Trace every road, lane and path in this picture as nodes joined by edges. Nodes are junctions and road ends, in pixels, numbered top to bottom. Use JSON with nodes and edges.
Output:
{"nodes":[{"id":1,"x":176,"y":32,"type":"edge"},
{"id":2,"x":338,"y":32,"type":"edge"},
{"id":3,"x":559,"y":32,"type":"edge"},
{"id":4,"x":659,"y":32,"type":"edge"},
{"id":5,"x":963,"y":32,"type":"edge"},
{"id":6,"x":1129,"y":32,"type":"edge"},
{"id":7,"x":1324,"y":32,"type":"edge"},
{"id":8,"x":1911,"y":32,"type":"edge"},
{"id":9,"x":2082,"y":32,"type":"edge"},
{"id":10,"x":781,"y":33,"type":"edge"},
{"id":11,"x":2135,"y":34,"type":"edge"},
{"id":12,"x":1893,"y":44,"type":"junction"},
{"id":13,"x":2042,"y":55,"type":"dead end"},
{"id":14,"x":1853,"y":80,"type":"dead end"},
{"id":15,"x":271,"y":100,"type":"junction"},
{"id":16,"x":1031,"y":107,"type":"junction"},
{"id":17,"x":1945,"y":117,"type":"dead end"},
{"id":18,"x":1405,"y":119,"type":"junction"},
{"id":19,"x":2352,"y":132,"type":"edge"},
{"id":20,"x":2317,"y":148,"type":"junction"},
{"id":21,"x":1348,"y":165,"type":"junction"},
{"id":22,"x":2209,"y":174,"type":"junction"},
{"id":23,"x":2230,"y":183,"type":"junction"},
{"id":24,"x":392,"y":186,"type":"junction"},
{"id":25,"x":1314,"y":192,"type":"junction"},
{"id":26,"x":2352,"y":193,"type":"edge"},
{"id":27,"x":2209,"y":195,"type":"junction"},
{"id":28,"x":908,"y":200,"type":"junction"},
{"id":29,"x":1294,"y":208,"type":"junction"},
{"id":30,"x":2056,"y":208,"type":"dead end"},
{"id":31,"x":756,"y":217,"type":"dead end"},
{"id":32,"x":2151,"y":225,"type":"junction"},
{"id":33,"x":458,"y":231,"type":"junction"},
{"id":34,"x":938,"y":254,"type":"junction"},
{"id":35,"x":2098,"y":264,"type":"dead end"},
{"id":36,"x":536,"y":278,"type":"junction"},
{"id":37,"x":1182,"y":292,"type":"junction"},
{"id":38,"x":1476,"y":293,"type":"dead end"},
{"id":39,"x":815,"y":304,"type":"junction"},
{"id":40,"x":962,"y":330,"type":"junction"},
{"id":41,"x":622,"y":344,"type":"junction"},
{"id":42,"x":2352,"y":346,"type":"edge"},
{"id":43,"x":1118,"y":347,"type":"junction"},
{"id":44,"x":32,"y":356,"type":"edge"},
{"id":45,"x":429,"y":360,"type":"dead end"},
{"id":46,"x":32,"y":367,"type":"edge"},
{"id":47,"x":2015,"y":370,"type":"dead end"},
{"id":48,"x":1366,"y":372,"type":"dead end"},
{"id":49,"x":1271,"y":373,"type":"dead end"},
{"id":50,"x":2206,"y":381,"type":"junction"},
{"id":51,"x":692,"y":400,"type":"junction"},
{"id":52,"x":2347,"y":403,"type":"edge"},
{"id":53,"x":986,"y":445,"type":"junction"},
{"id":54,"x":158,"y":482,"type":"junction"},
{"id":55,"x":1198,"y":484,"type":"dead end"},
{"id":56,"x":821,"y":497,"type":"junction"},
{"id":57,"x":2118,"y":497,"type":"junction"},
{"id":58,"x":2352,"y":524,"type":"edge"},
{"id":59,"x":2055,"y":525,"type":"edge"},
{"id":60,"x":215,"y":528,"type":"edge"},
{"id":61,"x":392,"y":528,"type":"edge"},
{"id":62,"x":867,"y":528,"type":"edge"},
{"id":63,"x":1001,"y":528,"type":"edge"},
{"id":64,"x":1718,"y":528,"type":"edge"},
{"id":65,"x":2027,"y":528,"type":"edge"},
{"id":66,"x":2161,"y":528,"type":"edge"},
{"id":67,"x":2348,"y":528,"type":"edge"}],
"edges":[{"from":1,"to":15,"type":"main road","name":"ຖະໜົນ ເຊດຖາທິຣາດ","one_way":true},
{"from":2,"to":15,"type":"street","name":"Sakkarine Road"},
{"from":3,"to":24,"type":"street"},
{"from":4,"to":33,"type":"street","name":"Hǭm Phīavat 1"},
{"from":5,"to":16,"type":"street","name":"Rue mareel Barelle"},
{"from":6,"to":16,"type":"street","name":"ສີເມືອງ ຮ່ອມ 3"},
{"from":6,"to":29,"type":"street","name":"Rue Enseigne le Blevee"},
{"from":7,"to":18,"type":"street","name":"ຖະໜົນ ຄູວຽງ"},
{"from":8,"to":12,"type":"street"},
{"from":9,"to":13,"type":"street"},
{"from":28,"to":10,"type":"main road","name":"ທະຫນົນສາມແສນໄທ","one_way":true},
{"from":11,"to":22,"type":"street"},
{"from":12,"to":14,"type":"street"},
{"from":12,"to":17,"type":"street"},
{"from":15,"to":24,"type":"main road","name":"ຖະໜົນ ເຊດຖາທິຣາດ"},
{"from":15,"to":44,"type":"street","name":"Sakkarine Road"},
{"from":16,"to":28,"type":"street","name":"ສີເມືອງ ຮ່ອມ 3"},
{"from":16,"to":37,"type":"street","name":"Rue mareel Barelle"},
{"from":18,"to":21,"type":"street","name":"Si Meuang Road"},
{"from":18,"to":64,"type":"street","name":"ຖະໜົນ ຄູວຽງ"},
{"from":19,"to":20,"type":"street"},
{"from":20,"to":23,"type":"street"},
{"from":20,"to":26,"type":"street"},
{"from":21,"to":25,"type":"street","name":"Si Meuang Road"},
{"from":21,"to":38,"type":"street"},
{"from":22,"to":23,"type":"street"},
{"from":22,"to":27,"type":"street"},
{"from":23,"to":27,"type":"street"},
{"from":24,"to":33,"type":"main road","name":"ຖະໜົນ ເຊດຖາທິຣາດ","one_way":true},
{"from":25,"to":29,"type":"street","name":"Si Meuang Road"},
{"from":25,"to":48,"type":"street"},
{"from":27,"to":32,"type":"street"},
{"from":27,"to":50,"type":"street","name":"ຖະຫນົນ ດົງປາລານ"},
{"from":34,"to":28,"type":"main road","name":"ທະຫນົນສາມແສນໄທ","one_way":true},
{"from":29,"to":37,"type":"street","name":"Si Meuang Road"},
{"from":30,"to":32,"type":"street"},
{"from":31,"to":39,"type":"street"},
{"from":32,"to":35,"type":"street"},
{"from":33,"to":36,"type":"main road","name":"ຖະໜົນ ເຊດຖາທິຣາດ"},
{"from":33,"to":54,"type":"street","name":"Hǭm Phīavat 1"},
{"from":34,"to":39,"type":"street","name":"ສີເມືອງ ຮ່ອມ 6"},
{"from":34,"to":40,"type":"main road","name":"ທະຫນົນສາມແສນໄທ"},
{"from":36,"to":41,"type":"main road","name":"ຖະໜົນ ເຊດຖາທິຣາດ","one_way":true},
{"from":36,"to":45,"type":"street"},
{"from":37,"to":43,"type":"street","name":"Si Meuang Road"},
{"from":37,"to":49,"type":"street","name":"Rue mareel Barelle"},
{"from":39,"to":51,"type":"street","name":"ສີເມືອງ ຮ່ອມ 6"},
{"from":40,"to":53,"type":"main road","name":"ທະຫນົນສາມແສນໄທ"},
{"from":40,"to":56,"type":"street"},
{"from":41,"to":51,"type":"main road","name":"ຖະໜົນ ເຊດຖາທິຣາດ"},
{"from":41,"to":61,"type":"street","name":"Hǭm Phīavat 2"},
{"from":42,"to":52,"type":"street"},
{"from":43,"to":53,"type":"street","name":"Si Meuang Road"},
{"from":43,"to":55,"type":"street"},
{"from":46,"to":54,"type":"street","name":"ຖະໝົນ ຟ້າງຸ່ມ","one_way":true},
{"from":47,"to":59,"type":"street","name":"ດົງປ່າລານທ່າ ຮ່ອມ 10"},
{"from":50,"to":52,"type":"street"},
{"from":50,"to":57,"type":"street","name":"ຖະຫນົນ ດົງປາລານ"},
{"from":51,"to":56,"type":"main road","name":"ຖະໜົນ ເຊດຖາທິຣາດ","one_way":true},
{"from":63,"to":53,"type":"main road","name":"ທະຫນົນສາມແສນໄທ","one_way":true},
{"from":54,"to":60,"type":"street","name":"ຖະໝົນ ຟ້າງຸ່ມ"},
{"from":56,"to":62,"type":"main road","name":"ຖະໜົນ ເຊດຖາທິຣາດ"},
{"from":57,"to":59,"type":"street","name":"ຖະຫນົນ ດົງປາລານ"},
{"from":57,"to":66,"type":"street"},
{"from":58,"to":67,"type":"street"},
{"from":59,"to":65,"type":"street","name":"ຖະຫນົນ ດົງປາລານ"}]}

----

- _What needs to be done_
Your answer should consist of the lines of the listing that contain "edges", copied as they stand.

- _Solution below_
Trace every road, lane and path in this picture as nodes joined by edges. Nodes are junctions and road ends, in pixels, numbered top to bottom. Use JSON with nodes and edges.
"edges":[{"from":1,"to":15,"type":"main road","name":"ຖະໜົນ ເຊດຖາທິຣາດ","one_way":true},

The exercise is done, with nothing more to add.